- **TASK STATEMENT**:
Your answer is one number: the count of lines below that hold the word "pinky".
**** INPUT RECORDS ****
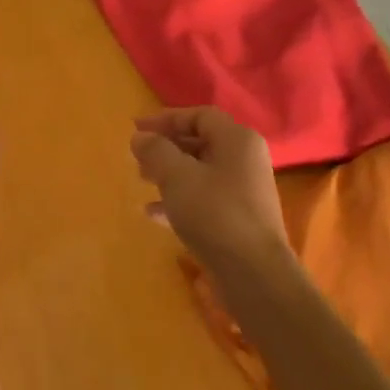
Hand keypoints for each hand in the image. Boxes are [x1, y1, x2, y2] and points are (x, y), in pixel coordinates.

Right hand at [131, 108, 290, 276]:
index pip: (200, 116)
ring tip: (141, 181)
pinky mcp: (239, 219)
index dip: (166, 119)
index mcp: (238, 140)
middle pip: (201, 143)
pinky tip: (153, 214)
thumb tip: (141, 137)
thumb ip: (156, 151)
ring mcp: (245, 191)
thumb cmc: (215, 213)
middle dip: (166, 148)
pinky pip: (205, 199)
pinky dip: (179, 200)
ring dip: (170, 174)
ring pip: (201, 172)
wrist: (253, 273)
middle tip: (137, 158)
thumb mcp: (177, 176)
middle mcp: (246, 160)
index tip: (136, 129)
****
- **RESULT OF THE EXERCISE**:
4